━━ Records for the task

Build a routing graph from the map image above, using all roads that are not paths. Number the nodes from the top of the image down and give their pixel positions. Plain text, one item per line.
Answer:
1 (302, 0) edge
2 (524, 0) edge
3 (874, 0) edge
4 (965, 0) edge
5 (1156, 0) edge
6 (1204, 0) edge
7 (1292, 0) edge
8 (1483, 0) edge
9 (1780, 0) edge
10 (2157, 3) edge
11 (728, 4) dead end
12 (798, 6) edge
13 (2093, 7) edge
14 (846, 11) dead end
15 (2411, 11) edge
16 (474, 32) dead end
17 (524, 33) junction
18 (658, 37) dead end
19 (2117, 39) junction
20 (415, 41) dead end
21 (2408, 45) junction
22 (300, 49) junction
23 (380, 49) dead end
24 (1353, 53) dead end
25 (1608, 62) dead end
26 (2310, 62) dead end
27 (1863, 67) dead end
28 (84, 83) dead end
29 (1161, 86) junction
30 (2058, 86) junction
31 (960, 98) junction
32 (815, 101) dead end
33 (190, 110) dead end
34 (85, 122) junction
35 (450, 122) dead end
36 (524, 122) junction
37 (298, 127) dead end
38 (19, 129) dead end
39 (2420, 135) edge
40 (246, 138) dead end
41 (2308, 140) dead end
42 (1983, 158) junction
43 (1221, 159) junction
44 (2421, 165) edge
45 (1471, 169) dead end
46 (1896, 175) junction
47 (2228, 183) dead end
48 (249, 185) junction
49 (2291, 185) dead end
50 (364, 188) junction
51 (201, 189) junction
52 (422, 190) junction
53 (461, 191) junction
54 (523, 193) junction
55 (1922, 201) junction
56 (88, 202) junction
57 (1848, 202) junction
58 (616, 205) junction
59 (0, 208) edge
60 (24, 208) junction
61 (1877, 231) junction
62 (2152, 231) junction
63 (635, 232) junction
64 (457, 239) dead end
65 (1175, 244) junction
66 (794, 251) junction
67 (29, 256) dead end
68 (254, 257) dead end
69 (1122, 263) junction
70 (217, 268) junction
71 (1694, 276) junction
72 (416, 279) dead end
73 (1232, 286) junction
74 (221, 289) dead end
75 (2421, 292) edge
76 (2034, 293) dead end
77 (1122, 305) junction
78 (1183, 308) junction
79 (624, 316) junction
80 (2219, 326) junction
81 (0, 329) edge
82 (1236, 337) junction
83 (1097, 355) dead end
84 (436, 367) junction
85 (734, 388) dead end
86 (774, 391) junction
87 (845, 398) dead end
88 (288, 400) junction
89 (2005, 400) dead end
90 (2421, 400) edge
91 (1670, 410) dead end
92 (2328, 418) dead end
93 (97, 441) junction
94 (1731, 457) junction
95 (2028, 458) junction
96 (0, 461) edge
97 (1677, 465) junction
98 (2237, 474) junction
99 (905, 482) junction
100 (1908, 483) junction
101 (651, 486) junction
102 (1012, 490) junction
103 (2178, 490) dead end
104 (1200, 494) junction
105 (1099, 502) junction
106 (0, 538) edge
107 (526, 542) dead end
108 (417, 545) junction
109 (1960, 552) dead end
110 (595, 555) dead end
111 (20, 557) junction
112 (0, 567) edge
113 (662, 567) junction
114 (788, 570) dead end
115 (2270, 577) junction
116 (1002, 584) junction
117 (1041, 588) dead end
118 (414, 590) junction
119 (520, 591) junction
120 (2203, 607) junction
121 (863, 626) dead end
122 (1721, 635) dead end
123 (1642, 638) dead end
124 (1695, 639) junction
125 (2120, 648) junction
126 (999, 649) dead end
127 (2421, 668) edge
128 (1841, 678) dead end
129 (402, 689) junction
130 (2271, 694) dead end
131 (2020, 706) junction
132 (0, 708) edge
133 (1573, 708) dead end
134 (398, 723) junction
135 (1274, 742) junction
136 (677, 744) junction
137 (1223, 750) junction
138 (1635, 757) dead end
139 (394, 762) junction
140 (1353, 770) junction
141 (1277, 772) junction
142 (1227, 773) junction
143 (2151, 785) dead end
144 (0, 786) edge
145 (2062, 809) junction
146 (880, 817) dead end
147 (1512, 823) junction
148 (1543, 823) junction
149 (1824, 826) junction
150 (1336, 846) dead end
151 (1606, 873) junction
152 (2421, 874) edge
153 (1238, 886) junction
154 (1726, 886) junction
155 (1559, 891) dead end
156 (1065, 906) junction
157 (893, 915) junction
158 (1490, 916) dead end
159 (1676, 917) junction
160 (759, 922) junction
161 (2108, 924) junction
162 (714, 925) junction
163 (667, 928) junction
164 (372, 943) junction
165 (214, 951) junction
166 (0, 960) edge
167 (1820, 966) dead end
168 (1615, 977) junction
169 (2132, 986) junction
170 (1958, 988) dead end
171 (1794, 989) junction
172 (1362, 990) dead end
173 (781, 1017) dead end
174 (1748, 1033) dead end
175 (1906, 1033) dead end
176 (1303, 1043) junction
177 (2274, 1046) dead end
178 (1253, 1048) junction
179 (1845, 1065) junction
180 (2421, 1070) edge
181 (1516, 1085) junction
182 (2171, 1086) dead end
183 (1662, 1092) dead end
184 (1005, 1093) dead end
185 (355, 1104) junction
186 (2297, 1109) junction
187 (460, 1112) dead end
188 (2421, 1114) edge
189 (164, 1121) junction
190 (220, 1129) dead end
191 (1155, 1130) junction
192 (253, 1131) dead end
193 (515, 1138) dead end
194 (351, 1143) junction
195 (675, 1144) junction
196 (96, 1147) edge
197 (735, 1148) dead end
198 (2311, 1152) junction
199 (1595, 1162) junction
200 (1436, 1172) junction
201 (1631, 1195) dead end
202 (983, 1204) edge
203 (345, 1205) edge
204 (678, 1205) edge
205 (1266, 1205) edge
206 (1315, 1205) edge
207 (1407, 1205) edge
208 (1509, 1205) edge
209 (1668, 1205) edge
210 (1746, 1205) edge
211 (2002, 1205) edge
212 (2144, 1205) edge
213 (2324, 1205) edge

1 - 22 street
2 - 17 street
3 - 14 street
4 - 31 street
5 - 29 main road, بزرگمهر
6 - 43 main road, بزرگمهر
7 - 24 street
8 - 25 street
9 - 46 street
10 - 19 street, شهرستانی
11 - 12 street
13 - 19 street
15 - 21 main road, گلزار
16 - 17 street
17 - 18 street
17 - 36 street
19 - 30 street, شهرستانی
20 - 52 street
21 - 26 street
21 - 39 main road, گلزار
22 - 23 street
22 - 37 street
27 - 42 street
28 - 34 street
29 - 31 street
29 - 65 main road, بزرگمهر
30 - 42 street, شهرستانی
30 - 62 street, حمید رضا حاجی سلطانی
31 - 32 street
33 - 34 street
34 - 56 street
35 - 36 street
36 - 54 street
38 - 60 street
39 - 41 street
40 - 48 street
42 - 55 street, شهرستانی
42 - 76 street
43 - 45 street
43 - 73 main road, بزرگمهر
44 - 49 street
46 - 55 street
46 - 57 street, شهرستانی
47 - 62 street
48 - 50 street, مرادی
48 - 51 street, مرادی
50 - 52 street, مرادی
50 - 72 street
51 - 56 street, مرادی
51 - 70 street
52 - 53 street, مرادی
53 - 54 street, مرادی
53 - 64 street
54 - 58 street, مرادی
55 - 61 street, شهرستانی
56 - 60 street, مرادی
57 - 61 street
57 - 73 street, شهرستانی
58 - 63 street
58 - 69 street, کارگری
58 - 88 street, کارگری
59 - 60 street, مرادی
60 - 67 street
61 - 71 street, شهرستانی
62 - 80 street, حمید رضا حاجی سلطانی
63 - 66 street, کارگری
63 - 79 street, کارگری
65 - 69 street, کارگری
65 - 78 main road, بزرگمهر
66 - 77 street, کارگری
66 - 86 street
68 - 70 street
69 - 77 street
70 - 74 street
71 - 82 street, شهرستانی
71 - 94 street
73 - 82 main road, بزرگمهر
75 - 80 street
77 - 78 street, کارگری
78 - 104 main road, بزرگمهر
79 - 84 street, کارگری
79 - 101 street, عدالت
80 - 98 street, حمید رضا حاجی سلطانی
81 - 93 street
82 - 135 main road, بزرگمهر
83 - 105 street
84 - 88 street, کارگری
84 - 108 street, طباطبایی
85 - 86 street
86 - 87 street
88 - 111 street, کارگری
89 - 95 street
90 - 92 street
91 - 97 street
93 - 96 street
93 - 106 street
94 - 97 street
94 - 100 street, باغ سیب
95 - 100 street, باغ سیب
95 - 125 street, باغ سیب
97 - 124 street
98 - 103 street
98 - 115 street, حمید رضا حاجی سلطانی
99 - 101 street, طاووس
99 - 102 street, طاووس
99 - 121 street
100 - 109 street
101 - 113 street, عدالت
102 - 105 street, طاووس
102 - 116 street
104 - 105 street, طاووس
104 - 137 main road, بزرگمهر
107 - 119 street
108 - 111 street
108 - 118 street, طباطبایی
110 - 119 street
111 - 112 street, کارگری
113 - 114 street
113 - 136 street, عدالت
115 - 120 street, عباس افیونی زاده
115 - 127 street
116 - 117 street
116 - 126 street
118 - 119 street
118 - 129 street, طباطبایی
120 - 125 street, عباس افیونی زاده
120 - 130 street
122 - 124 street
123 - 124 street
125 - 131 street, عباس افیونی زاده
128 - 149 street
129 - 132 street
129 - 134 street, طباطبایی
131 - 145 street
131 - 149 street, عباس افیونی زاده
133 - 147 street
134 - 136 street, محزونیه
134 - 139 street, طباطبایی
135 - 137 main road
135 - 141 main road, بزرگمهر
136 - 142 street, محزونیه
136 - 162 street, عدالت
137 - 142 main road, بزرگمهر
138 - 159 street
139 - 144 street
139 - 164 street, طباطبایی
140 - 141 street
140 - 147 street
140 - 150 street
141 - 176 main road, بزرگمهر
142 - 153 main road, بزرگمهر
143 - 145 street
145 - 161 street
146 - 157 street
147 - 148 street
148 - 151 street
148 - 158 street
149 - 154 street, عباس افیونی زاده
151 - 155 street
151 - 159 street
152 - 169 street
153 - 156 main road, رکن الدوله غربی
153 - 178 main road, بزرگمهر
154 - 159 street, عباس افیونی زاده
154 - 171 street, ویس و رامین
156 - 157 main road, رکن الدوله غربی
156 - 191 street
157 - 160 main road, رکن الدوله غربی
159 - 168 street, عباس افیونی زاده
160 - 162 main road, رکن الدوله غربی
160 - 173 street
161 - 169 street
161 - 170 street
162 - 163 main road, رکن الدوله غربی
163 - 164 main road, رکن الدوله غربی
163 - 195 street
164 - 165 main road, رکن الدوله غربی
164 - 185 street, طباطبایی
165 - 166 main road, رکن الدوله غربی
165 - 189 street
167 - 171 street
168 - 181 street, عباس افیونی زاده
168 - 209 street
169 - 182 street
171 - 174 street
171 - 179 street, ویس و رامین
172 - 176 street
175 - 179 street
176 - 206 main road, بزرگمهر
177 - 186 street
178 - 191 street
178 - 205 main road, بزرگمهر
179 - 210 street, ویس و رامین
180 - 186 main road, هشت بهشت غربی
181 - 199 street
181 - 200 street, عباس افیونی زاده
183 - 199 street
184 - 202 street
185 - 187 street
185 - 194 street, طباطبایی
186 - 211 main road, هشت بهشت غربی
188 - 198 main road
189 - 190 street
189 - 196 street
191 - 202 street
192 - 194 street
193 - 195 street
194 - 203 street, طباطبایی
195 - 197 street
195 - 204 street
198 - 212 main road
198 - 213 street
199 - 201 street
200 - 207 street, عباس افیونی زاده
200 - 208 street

━━━━

Problem to work on = Looking at the data above, say how many lines include the string "طاووس" and add nothing.

Expected output = 4